At the end of the exhibit, the Rebbe asked the artist, “Did the people buy anything?” When Nachshon responded that the prices for his paintings were too high for most people, the Rebbe suggested that he sell his art worldwide in all forms, including prints and lithographs.

“When one sees something positive in their home, it influences the entire home,” the Rebbe told him.

Find the Light

Behind the dining room that served as Baruch Nachshon’s private shul was his studio, which he called “the lab.” There was no breathtaking scenery — just an antique desk, tubes of paint and some brushes and canvases. He didn’t need stunning views, he told me. His biggest inspirations came from the seforim on the shelves behind him.

On the wall opposite him I noticed Samurai swords, an array of hats, and a huge banner in Chinese calligraphy. “I collect experiences,” he related. Every item in his collection taught him something.

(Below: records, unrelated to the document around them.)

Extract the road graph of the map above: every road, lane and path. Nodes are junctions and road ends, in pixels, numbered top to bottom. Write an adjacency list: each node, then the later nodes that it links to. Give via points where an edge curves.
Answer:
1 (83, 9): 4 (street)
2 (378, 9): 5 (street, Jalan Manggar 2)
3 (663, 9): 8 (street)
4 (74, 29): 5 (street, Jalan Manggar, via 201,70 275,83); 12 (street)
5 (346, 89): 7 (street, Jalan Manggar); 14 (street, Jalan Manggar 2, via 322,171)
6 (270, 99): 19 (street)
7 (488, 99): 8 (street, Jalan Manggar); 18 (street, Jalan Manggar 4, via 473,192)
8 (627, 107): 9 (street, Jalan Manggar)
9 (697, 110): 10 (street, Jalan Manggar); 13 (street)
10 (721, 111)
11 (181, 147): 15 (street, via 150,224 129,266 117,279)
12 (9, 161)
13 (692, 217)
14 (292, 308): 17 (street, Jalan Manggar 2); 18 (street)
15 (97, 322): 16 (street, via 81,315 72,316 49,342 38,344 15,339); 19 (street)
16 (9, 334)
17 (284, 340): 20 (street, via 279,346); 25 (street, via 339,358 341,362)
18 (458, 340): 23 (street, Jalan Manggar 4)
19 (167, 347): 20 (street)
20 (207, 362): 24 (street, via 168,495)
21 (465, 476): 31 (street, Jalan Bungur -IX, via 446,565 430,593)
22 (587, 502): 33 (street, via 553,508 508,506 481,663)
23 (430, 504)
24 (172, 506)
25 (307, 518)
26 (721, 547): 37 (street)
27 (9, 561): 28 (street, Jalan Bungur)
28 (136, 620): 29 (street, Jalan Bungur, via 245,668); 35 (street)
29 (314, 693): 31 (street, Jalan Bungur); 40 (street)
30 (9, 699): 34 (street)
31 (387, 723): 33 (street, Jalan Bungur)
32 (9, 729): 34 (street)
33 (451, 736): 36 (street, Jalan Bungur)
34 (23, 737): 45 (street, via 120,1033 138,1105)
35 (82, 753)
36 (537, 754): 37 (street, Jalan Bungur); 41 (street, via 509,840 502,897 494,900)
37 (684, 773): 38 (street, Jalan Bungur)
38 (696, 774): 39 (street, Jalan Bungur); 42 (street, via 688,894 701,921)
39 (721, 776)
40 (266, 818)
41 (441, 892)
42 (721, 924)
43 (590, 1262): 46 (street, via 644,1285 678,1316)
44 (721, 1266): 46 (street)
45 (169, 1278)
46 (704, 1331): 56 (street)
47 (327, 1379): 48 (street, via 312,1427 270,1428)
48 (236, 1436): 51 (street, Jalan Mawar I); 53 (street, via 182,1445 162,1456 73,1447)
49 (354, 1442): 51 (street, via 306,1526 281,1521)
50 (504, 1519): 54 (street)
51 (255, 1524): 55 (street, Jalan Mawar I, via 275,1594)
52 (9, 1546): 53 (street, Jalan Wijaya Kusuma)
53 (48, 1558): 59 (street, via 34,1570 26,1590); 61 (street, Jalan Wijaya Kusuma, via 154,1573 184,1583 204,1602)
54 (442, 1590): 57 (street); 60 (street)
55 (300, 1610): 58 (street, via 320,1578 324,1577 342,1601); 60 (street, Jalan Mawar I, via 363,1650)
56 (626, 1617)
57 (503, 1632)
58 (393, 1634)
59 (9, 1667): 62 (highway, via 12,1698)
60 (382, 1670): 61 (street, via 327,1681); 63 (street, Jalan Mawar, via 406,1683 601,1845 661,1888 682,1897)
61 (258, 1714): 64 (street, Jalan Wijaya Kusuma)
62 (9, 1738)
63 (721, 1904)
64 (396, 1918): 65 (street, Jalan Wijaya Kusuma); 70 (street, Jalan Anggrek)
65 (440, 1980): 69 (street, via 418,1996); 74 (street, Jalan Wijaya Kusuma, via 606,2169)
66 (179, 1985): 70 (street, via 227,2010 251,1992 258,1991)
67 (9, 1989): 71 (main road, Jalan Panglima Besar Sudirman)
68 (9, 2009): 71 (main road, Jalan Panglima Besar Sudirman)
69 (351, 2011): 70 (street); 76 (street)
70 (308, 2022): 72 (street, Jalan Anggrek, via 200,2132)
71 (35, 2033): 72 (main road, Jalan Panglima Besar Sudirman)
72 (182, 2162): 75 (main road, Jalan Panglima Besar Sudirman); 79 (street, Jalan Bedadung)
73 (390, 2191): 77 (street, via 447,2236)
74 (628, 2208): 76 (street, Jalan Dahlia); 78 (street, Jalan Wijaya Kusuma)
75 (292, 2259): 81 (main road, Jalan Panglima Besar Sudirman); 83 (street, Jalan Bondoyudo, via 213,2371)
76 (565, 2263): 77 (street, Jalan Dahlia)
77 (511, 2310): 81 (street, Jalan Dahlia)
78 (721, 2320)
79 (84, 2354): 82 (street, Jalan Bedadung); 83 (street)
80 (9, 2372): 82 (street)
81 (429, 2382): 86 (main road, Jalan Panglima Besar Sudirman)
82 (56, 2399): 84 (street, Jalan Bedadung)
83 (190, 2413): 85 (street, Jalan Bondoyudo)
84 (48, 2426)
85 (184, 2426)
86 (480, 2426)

For me, the most fascinating thing was his sketchbook, where he’d sketch his ideas before beginning to work on the canvas. Many of the drawings had a title and some also had longer explanations. For example, on the initial sketch of a drawing called “Light of the Crown,” he wrote, “After learning the sefer Torah Ohr, Ma’amar Lech Lecha.”

One of the techniques he used was something called “pointillism,” where thousands of individual dots are applied to create an image. For example, only after looking closely at the figure of a chassid with his arms raised in tefillah, do you discern that the figure is actually comprised from the words of an entire chapter of Tehillim. “It happened that people purchased paintings from me, and only years later did they look at them and suddenly realize more and more detail,” Nachshon said. “The truth is that I don’t always know all these details either — that’s just how it comes out for me. But that’s really how it is with any gift from Above. A person has a special mission to carry it out, or he wouldn’t have received it.”

Nachshon said that if he was once a perfectionist, he long ago let all that go. And his message was more than just about canvas and a paintbrush. “Even if something goes wrong, you can always fix it and turn it into a creation of light.”